Recently I came across some PR articles about women at my job. This is something that I have a lot of opinions on. While my opinions may be relatable, they are also unpopular. My company featured spotlights on a few women employees for International Womens' Day. This is good because there needs to be equal pay, equal rights and a lot more done to promote a healthy working environment. What is absolutely not ok is the women they are featuring. They are mere spokespersons and yes-women who are positive press for the company, and are clueless about doing actual work and the struggles faced in the job world, because they have had it easy. So easy.

Let's stop for a moment. This is when those that criticize stuff like this get chastised themselves. "Damned if you do, damned if you don't". "You can't please everybody". "Sour grapes". "Resentful, much?". "Women are women's worst enemies". "Shouldn't you all be supportive of one another?". "What does this woman have stuck up her a**?" "Haters gonna hate". You get the drift..

Well, this rant is not against the women that are being featured. I might not like them, but that's besides the point. It is really the system I am against, not the individuals. I might think they are free riders and full of fluff, but it is not them I resent the most. It is the employer that values them. The PR that picks these women who've had it easy, and further enables them. The superior attitude that is then exhibited by them and the rest of the establishment. The recent feature for example was of someone who was in the company for less than two years (with two separate stints in a short time), taking full advantage of the "system" and milking it, and whose method of giving back was to be all praise about the company. When the going gets tough, these employees are gone. Why do we reward these behaviors? Why is it taboo to speak out against it? And most importantly, how can we get our voice heard and keep it real for a moment? I suppose the onus is on us to stop hiding behind our anonymity in obscure blogs and to speak up. So that's what I'll do in my own little way, continuing to plod on cautiously in all other areas.
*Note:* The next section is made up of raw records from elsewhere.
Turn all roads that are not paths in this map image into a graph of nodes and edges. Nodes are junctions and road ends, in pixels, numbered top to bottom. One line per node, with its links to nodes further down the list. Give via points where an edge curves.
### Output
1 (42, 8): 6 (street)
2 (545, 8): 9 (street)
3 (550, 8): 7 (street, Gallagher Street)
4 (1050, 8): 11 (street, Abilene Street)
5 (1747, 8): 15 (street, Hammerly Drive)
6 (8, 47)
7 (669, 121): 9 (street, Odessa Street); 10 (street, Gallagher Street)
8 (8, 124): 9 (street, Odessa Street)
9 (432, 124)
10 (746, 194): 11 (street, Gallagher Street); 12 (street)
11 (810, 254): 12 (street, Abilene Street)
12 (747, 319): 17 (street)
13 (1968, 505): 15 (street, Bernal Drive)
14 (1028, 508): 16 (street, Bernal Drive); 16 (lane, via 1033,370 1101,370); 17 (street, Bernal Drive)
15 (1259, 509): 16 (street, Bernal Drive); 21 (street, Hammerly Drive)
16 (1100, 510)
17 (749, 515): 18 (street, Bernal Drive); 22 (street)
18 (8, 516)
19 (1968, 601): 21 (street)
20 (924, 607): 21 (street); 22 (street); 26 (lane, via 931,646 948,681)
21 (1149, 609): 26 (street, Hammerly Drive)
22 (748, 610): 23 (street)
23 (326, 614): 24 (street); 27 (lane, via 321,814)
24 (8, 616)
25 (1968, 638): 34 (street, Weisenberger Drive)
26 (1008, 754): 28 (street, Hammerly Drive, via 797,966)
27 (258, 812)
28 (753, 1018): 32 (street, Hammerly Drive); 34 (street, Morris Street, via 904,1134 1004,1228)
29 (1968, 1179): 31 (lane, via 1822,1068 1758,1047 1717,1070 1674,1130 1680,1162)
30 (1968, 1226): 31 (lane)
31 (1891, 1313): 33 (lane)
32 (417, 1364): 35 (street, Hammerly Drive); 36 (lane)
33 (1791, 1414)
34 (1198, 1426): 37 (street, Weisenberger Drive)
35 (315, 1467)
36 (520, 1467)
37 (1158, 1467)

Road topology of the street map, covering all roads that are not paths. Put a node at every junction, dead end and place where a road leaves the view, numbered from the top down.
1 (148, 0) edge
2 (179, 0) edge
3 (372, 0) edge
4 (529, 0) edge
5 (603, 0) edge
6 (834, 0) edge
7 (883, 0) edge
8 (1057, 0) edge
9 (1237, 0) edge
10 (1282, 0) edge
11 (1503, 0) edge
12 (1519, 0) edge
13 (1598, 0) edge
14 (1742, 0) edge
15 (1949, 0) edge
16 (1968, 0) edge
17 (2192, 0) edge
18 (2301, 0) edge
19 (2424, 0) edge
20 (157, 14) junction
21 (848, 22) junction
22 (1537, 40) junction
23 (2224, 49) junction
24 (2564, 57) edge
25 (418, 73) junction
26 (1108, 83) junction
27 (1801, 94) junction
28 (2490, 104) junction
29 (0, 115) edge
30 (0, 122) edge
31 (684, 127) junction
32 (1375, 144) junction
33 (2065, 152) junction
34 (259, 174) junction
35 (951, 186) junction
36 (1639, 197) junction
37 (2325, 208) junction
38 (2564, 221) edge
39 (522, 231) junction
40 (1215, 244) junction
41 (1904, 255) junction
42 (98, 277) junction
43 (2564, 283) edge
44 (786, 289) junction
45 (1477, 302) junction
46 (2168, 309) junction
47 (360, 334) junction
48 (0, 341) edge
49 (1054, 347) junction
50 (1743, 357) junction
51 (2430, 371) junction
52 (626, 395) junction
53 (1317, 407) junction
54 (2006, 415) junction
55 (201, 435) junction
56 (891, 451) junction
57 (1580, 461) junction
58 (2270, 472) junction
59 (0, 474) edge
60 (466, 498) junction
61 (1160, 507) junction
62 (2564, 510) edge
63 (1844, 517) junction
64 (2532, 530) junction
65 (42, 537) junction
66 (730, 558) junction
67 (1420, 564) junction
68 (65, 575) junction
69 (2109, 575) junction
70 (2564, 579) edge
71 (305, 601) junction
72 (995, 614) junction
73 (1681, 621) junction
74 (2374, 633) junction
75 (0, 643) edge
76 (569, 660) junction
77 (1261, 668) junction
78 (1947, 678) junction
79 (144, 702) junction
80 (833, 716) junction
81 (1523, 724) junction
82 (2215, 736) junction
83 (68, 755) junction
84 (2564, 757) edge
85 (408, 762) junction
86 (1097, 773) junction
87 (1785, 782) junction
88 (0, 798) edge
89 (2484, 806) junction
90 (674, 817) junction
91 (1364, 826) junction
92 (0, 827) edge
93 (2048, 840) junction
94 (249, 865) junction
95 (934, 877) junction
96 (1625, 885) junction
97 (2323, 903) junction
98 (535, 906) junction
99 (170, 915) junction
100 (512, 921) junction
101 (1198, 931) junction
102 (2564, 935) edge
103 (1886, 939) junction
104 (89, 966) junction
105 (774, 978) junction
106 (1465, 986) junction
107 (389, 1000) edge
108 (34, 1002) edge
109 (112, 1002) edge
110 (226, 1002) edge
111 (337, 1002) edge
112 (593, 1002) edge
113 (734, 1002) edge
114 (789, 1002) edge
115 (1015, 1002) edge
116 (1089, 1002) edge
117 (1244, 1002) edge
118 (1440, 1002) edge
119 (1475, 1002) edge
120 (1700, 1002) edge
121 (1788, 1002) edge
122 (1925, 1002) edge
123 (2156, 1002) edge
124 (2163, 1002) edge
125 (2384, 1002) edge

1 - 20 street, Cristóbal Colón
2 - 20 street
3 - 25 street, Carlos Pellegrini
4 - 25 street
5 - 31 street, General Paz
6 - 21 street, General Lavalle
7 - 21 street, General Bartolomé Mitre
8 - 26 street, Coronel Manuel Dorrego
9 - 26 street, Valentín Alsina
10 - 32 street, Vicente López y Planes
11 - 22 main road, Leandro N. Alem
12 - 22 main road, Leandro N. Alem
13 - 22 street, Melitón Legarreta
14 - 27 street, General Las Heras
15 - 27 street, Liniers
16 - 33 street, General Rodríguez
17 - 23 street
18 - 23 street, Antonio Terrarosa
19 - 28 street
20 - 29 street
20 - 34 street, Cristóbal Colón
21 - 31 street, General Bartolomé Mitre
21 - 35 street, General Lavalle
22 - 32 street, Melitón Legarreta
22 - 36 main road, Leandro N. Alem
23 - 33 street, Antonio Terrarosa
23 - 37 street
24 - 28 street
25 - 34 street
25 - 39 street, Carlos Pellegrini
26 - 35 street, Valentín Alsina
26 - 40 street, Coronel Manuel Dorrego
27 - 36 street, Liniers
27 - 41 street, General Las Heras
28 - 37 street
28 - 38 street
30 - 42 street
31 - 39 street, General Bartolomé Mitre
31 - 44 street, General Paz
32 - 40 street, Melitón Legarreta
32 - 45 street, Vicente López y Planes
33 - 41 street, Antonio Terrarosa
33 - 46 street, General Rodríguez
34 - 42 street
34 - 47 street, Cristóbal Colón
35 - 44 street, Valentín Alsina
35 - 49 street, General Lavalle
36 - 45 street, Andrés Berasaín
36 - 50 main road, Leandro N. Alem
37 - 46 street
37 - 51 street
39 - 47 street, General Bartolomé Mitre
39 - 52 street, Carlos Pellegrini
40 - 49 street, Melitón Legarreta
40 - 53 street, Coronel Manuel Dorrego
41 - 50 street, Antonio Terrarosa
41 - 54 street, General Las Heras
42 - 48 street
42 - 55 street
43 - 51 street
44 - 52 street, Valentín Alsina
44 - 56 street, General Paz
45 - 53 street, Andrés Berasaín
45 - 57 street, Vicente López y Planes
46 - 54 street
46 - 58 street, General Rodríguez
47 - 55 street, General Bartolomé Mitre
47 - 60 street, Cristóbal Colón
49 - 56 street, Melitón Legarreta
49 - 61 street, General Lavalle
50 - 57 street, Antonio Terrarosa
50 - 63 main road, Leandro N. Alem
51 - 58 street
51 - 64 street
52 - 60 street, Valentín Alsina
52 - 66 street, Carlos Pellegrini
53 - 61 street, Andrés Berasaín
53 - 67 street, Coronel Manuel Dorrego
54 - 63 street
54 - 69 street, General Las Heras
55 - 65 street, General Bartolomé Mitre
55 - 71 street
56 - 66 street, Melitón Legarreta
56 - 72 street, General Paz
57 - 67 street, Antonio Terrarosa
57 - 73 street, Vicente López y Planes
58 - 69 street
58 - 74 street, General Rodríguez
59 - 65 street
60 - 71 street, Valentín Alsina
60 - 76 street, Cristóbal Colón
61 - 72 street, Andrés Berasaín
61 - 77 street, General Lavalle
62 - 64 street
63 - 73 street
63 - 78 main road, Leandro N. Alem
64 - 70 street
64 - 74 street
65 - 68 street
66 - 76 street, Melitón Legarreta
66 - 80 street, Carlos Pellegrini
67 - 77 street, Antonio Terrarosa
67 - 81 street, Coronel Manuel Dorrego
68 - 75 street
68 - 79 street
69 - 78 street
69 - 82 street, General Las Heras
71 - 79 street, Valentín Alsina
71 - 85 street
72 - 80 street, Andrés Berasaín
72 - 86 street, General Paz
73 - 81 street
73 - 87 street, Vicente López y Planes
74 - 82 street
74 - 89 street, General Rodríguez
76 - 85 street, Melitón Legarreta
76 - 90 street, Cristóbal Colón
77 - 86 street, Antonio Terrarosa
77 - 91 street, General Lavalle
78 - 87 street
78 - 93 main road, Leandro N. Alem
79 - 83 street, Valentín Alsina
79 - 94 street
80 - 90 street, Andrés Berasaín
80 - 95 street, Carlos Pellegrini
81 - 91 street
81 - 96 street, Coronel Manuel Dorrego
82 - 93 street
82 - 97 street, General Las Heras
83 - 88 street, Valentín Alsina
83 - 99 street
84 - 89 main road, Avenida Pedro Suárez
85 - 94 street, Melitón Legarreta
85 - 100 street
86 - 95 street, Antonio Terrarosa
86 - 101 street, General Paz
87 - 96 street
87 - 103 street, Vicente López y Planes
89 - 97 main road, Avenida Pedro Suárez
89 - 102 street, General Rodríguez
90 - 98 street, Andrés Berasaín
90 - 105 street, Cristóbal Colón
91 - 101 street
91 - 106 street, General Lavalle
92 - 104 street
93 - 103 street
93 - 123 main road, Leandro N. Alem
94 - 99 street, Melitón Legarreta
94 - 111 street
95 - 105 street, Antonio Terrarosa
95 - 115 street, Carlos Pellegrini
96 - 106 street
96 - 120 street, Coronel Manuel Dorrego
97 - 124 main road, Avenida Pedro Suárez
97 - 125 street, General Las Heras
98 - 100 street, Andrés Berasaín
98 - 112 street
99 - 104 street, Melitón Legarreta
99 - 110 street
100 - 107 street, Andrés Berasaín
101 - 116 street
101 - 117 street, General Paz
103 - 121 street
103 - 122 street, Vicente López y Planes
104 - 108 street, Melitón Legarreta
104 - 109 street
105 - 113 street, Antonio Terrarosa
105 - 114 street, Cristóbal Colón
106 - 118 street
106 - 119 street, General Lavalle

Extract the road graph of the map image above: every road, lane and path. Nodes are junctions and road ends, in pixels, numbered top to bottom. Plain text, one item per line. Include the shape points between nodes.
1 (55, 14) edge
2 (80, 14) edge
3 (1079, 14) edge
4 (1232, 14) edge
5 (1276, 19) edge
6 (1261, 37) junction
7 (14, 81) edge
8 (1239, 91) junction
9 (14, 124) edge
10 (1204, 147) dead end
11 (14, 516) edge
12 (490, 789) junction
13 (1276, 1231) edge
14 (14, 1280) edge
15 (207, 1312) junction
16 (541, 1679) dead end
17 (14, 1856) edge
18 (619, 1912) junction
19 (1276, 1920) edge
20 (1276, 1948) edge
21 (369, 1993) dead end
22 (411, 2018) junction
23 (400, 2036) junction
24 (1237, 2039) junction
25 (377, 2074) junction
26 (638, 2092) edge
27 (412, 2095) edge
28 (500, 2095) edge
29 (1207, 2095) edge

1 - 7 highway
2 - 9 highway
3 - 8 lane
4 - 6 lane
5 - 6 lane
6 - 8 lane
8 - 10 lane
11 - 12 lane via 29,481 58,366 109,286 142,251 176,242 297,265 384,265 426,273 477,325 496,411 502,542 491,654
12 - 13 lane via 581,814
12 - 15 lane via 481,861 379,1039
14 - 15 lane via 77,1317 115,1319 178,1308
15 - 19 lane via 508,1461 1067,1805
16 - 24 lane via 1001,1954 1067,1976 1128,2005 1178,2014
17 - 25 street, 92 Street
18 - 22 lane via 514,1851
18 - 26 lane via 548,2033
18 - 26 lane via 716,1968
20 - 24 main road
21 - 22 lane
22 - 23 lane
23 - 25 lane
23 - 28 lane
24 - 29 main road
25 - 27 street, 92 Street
But I did want to say my piece so it's at least out there in the inter-webs and not eating at me on the inside.

Before I end, I want to say a few positive things. This is what makes me really proud, happy and thankful to be a woman, a networking professional and a productive member of society. Yesterday, when we were goofing around on the bed, my daughter remarked "Mama, you have best. You really have best, Mama!". I asked her what she meant. She said "I mean, you're the best mama. Even when you're sick, you're always doing something. The best!" Wow, do I need any external accolades from anyone at all, after that testimony? I wish I had it easier in my career (by far), but I wouldn't trade places with those other people for the world. This morning, I received a second testimony from my husband, who was overjoyed to see me and for me just being there. And later in the day, my son heard my voice from across the room and bellowed a deafening "MAMA!" as he dropped his toys and ran at full speed towards me into my arms. I feel so empowered. So cherished. That I am worht so much more than I imagined. And so much a woman.

Now, just because my family validates me does not mean I should settle for less in my career. It does not have to be one or the other. I believe that I have lurking hidden potential to rise in my career. I am just not sure about how, when, and where I will be able to do it. All I need to do at this point is to keep that faith, and keep working on moving forward remembering that every little bit counts. I do want to make the cut professionally. If not for anything else, my ambition and determination combined with my patience and endurance could help me get there. While I might feel that everyone else around me has it easier than I do with their professional advancement, I still do not want to trade places with them. I do believe that I have something of value that is hard to find, and that some employer somewhere is seeking that. I am also self-aware enough to recognize what I am missing, and to have a plan to bridge that gap.

With that, I wish you all a very Happy International Women's Day! I hope all women the world over get to experience this amazing feeling of being cherished. To real women, across the world! Let's band together, shrug off the noise, speak up about what's important, and keep working on building ourselves up.